-- What you have to do --
Only the number is wanted: how many lines in the material below contain "view".

-- Given data --

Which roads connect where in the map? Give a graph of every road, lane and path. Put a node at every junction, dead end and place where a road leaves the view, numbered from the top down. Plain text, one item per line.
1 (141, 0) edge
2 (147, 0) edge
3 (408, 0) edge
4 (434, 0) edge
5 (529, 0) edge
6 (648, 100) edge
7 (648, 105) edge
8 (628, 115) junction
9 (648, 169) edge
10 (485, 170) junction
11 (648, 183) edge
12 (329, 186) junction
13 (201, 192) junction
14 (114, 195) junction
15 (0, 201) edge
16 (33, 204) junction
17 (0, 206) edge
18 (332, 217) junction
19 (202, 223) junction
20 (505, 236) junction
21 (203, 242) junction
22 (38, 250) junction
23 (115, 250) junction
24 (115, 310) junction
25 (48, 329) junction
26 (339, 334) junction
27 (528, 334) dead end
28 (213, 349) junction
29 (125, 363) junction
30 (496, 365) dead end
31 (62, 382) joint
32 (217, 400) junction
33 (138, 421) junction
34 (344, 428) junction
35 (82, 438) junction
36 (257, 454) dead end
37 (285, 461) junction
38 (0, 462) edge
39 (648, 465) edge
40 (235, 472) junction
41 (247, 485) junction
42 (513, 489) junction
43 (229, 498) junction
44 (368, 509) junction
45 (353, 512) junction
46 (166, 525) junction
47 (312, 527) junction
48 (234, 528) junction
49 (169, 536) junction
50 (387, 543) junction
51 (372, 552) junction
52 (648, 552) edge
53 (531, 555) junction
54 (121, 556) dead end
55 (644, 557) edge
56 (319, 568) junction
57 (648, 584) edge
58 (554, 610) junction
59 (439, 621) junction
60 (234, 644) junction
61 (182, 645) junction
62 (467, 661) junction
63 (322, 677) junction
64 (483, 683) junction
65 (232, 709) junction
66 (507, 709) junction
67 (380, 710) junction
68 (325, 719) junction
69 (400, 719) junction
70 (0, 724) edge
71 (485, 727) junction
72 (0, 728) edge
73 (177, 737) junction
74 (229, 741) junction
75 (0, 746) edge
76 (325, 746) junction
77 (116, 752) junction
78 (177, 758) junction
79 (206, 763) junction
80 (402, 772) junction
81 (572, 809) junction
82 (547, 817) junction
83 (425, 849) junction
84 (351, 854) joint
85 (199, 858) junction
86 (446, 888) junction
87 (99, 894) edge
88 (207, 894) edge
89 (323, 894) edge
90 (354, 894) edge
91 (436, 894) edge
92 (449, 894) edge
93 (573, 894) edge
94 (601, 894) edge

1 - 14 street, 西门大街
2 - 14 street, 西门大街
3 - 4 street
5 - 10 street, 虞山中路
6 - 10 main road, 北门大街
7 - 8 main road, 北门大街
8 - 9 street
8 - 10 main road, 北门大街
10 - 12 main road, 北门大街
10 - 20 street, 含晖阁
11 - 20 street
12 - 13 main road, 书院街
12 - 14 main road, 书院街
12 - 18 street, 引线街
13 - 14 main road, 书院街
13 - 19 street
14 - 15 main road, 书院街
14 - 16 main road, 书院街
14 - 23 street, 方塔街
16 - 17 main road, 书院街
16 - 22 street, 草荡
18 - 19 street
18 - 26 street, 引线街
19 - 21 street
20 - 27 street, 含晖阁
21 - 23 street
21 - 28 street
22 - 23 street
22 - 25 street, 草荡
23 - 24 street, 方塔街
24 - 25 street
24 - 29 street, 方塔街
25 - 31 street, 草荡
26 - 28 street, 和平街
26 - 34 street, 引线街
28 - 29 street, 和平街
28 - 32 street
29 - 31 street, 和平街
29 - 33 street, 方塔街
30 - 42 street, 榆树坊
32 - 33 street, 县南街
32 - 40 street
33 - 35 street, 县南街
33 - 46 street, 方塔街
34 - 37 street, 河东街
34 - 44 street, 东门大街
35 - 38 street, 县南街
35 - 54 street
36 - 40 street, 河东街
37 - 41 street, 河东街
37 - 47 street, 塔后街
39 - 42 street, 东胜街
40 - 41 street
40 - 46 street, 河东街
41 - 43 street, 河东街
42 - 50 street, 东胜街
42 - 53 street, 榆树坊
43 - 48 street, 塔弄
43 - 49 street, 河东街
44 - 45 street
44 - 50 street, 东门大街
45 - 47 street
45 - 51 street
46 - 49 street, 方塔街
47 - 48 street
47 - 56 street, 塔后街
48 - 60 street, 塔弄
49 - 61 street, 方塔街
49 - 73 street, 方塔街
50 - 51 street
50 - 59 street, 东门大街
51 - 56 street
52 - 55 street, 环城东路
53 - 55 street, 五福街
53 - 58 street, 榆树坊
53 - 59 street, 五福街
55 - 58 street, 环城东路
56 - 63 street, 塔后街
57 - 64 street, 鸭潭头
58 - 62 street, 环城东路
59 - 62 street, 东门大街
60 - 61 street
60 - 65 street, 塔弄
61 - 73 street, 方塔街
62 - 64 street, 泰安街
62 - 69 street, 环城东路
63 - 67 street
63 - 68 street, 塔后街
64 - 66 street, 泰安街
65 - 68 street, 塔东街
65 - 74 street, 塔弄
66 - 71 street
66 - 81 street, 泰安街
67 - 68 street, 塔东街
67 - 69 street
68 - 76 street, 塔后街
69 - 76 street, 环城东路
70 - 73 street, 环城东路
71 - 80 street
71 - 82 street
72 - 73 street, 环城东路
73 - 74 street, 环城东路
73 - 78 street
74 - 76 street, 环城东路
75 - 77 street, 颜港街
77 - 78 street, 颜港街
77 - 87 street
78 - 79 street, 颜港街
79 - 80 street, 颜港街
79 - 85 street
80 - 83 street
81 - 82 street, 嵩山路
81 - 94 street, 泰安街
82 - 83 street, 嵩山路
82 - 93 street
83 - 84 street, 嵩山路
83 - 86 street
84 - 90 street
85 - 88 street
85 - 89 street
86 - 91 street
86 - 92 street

==

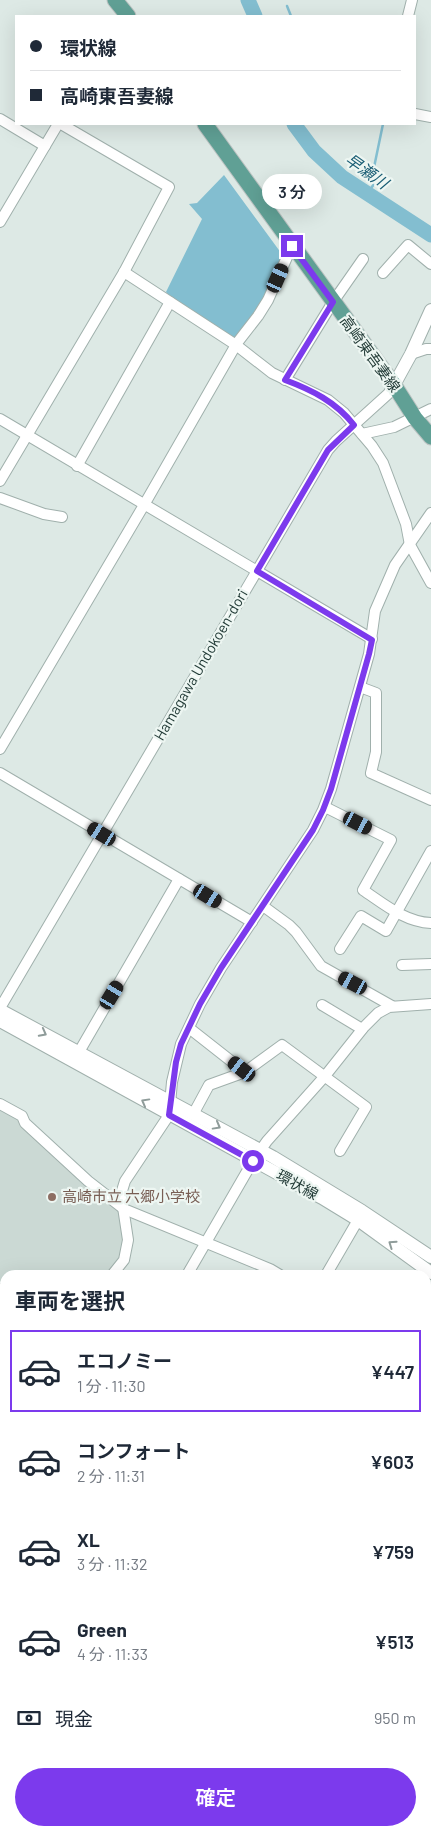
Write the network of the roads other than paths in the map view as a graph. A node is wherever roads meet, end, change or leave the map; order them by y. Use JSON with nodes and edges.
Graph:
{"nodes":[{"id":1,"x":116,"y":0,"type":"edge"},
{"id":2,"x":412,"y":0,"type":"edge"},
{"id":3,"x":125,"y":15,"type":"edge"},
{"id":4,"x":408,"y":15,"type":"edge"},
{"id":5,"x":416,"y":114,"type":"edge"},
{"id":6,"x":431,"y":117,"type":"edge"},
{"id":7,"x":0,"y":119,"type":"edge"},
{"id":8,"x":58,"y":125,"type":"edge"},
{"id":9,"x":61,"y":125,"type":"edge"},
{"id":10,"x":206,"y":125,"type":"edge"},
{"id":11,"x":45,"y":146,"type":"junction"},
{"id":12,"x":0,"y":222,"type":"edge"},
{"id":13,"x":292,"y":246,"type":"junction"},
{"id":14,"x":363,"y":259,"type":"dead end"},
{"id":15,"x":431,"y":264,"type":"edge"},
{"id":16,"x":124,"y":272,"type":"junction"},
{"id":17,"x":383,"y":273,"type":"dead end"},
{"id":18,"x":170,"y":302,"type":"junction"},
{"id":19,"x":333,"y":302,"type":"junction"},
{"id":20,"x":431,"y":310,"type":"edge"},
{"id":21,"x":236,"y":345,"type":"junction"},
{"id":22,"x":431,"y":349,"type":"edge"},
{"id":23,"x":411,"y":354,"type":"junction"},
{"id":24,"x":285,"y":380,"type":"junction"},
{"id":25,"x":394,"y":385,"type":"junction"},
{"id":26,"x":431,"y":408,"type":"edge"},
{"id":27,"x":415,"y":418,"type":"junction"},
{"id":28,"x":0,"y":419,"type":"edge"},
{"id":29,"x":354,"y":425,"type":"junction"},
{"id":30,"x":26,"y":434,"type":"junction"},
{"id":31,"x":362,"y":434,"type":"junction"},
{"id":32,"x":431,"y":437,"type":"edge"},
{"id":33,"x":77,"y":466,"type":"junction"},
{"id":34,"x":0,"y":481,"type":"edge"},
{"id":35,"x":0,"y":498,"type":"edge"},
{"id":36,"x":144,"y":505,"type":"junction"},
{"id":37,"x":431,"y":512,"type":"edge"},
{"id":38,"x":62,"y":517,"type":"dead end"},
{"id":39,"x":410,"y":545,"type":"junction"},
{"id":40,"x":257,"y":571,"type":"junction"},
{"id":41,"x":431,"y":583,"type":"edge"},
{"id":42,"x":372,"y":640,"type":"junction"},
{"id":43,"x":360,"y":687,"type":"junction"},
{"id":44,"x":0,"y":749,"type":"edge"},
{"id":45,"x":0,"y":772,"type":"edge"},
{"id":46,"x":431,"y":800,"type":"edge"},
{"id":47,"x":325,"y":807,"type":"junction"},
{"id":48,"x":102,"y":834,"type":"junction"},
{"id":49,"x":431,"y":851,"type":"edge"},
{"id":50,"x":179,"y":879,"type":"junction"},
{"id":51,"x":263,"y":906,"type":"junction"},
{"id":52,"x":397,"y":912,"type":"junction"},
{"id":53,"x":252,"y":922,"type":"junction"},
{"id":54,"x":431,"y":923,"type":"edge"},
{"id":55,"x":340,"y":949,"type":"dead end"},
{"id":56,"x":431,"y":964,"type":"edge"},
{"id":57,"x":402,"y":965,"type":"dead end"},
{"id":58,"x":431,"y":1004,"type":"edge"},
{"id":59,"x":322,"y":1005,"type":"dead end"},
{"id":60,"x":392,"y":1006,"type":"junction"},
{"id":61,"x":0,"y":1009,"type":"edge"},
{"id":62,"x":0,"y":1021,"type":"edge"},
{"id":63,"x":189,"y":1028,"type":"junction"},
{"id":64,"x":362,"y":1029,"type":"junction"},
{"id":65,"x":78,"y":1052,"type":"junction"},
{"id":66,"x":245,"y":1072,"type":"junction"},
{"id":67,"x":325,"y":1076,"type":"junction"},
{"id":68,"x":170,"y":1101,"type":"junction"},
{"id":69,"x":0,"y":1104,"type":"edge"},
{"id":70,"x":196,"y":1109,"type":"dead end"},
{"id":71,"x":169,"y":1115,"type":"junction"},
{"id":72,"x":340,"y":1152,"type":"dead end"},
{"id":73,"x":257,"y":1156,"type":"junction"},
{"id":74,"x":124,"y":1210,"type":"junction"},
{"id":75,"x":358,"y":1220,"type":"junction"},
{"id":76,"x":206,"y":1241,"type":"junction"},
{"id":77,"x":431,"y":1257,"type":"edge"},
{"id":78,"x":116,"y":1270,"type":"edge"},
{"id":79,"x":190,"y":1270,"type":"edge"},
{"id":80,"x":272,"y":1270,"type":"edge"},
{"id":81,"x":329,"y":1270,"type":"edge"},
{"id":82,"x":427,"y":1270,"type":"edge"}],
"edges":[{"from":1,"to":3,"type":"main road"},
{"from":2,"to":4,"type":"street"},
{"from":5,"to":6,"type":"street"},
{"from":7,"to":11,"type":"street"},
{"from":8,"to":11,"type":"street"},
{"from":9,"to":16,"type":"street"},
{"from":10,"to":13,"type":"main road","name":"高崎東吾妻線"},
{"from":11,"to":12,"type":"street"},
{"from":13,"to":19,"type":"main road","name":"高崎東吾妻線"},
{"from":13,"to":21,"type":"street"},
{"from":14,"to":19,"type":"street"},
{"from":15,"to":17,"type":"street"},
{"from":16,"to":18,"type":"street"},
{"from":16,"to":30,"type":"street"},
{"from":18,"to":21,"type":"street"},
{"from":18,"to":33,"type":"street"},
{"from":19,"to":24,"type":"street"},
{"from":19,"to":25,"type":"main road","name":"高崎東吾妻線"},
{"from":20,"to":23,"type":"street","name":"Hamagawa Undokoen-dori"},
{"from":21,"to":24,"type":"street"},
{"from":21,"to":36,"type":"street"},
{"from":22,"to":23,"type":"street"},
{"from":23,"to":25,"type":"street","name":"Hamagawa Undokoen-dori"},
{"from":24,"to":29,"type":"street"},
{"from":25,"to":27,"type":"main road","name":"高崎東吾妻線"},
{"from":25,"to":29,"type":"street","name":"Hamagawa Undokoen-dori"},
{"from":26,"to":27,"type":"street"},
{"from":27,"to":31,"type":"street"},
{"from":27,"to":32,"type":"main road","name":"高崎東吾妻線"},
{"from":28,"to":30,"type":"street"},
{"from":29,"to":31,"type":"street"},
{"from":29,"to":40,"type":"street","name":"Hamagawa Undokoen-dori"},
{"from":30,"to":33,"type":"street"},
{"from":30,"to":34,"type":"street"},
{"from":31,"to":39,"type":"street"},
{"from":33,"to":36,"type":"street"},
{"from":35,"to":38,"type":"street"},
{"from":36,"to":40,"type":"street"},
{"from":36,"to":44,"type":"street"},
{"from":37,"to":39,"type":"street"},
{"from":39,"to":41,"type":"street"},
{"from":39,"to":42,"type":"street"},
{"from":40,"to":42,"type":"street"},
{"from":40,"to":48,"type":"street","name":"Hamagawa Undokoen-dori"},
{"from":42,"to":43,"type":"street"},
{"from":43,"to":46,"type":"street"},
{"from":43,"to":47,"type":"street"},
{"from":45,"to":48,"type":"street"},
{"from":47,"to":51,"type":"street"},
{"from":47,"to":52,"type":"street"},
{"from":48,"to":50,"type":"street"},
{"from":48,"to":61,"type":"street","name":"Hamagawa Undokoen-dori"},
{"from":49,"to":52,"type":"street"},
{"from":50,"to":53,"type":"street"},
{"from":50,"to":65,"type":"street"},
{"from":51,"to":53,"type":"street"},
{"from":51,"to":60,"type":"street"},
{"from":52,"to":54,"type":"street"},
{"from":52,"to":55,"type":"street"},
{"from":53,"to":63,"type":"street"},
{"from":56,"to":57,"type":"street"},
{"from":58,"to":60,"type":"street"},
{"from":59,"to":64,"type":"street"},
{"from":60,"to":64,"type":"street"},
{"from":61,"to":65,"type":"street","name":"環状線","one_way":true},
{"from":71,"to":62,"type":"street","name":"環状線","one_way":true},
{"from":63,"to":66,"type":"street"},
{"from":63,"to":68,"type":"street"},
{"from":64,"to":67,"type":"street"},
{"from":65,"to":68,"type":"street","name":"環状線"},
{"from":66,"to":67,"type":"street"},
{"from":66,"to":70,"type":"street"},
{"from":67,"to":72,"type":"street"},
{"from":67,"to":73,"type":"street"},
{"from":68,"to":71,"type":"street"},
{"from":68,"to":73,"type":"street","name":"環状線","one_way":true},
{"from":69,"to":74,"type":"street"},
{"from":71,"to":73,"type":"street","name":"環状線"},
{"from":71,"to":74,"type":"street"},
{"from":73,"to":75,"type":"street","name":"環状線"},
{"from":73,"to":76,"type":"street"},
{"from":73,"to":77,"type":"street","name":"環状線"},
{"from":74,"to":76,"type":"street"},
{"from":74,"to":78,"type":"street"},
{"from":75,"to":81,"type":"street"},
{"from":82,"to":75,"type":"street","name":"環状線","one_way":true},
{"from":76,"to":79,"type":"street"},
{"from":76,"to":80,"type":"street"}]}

-- Response to this task --
2